*EXERCISE OBJECTIVE*. Only the lines with "Lumpur" in them need to be copied from the listing.
### RECORDS SUPPLIED ###
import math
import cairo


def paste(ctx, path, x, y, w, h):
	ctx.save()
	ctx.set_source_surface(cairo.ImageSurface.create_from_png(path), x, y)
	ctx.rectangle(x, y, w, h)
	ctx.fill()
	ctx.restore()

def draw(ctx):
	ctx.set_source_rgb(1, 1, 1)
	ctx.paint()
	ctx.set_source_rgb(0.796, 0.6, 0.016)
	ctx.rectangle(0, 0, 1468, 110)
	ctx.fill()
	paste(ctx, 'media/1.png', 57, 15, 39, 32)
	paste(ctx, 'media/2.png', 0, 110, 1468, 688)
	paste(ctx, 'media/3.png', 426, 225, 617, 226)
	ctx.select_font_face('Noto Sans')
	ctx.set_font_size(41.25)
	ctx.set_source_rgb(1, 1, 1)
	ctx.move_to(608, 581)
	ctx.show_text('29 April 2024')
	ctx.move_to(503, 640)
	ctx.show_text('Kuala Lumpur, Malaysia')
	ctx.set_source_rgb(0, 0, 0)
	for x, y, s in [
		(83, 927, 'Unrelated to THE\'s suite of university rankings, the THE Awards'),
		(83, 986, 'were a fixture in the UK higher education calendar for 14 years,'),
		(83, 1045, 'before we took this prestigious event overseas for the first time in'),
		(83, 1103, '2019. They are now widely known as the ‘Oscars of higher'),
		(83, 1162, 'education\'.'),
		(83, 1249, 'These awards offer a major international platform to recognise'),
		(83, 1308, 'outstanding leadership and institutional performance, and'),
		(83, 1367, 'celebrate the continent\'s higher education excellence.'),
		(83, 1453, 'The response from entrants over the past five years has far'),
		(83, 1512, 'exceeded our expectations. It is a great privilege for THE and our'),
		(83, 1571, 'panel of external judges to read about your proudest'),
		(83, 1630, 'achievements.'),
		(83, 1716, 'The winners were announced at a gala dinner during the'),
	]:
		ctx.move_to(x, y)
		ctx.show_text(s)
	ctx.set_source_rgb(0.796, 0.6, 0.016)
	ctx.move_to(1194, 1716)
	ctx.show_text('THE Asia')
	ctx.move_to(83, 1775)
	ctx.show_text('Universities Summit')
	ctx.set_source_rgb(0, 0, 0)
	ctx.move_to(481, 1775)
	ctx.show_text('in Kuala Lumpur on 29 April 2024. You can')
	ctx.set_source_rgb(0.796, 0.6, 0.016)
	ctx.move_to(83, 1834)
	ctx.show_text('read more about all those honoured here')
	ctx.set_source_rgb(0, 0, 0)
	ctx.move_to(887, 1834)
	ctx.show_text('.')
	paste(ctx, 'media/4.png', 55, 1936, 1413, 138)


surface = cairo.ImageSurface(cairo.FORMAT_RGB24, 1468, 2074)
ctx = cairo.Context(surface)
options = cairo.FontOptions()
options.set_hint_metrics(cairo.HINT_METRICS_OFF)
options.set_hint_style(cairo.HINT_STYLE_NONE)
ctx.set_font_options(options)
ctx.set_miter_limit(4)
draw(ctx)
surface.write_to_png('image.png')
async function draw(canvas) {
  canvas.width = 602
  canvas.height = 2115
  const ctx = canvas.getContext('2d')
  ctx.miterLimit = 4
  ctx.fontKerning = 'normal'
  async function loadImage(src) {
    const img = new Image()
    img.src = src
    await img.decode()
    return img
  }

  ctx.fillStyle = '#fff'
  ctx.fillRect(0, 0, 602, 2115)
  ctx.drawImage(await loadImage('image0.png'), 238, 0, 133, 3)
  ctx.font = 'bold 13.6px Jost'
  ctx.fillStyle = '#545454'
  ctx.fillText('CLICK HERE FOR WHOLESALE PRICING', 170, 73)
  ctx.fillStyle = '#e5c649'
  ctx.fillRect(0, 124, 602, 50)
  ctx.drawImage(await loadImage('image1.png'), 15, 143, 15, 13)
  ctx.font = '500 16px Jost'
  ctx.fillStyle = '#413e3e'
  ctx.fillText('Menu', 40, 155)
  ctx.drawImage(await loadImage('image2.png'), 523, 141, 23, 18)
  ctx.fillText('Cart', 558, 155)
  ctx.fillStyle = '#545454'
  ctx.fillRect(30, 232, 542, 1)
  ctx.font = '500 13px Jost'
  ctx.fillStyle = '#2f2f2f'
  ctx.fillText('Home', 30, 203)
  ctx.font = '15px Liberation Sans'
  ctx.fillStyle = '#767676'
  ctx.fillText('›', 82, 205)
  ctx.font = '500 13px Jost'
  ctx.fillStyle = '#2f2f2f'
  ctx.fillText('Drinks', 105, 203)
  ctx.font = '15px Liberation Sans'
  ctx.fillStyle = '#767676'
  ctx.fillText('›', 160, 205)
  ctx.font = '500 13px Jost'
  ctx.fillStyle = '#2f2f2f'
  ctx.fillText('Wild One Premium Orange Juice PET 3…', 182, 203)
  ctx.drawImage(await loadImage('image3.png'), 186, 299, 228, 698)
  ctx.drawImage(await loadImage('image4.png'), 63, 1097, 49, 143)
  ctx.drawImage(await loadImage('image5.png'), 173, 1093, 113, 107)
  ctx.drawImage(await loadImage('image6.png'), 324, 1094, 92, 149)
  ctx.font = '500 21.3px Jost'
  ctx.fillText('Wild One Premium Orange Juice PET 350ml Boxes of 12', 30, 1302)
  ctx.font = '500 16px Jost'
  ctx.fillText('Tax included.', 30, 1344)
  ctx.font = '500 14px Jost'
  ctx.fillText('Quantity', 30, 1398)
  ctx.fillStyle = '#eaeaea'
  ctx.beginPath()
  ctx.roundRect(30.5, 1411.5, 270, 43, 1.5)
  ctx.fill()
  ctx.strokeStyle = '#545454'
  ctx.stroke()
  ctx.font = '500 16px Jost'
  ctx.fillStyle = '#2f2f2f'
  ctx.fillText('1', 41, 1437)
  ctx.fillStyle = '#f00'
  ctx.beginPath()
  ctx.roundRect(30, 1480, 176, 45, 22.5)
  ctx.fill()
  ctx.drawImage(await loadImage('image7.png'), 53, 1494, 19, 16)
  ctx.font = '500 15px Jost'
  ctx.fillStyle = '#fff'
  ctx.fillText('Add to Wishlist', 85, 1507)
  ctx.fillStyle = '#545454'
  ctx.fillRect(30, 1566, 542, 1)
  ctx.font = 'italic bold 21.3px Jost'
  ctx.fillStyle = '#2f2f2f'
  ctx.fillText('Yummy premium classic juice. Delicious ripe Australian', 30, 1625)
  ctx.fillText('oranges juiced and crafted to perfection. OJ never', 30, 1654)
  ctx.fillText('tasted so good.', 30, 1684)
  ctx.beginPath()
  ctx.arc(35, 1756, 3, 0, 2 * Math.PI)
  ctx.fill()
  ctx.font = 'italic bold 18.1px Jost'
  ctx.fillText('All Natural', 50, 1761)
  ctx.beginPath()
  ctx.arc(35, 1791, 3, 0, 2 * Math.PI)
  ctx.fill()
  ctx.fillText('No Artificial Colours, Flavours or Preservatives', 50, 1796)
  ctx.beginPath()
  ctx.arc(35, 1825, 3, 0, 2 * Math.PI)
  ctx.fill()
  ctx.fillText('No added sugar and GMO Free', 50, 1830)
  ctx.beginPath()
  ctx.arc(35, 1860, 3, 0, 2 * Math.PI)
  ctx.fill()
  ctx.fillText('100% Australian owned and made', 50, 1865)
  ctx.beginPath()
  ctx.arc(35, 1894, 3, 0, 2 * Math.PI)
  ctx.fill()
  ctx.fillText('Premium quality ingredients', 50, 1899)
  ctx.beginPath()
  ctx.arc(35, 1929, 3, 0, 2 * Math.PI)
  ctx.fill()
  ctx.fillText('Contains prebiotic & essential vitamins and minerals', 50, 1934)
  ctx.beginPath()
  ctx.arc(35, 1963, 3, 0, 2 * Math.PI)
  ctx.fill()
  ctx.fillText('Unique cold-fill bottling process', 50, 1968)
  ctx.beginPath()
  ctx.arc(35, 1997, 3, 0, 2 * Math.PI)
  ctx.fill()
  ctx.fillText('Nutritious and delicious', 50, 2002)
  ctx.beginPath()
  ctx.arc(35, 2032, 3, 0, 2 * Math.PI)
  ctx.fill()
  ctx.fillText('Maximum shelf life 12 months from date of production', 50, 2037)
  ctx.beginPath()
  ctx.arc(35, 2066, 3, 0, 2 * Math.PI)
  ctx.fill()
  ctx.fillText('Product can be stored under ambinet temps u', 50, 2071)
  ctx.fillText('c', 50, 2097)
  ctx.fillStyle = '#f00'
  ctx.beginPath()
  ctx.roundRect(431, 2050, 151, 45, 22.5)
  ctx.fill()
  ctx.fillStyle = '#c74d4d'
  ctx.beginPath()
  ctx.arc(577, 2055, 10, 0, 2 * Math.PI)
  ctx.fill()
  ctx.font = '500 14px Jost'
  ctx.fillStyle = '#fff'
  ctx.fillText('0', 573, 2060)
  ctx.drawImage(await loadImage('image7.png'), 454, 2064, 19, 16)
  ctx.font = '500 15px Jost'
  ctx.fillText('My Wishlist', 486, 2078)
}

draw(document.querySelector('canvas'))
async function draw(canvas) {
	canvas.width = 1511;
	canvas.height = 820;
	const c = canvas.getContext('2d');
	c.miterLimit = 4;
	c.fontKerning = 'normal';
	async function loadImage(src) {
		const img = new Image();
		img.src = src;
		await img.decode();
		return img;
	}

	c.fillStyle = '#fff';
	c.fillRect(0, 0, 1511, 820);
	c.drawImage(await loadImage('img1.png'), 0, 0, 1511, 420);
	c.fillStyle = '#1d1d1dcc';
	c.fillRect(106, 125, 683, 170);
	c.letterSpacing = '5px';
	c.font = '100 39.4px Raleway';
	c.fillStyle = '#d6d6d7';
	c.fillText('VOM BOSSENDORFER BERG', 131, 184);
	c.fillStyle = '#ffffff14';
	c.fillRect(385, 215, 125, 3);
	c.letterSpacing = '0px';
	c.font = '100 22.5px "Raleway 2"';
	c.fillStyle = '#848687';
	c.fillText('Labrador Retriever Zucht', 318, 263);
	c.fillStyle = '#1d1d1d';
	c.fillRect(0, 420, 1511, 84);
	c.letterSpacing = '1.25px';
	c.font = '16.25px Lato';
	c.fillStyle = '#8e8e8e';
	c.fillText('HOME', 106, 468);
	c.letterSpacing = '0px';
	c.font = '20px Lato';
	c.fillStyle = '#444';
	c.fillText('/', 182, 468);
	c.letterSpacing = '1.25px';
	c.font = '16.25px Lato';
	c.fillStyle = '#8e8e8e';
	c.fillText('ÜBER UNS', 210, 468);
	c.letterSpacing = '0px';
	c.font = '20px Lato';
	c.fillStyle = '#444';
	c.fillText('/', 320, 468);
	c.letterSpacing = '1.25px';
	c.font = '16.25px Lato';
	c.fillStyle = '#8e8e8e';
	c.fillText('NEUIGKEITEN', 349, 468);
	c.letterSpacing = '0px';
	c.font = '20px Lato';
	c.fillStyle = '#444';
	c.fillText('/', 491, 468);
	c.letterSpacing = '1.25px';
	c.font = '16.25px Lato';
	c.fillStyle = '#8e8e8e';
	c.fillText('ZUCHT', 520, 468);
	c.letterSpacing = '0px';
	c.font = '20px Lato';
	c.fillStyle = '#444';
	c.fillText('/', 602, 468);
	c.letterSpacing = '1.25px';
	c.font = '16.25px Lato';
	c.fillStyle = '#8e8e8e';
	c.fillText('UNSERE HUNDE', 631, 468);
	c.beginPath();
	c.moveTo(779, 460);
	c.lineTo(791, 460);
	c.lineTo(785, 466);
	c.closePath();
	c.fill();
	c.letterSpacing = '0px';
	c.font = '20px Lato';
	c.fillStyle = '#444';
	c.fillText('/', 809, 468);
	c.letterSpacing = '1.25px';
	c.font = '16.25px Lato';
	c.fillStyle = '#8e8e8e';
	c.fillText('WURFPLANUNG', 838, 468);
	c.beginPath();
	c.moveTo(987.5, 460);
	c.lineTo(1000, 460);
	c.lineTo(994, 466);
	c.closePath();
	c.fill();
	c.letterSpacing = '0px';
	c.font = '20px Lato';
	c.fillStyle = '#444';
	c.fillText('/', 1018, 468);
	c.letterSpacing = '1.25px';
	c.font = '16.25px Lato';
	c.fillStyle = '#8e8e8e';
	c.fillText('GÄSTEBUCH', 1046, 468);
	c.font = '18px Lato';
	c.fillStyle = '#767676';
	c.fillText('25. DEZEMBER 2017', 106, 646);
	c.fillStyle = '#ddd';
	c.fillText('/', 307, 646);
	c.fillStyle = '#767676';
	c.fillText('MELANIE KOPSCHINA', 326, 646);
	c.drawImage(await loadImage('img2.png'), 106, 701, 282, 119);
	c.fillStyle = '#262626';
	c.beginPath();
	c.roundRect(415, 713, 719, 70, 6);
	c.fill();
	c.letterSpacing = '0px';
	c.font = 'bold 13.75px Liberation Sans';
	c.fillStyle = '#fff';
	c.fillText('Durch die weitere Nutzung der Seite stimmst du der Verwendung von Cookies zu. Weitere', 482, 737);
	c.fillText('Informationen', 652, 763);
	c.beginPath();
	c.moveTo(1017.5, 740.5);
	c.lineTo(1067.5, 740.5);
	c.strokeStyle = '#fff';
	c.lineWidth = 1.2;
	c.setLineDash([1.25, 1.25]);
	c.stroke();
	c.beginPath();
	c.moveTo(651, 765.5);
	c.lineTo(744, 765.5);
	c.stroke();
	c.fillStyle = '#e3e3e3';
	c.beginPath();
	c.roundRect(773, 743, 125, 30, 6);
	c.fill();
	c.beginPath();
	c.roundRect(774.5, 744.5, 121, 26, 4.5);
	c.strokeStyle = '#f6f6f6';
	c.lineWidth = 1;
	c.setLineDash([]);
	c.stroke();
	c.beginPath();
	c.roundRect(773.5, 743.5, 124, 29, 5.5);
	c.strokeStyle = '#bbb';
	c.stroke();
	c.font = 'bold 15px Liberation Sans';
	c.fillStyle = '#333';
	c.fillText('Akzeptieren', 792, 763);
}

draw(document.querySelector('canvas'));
###
*RESULT*.
	ctx.show_text('Kuala Lumpur, Malaysia')
	ctx.show_text('in Kuala Lumpur on 29 April 2024. You can')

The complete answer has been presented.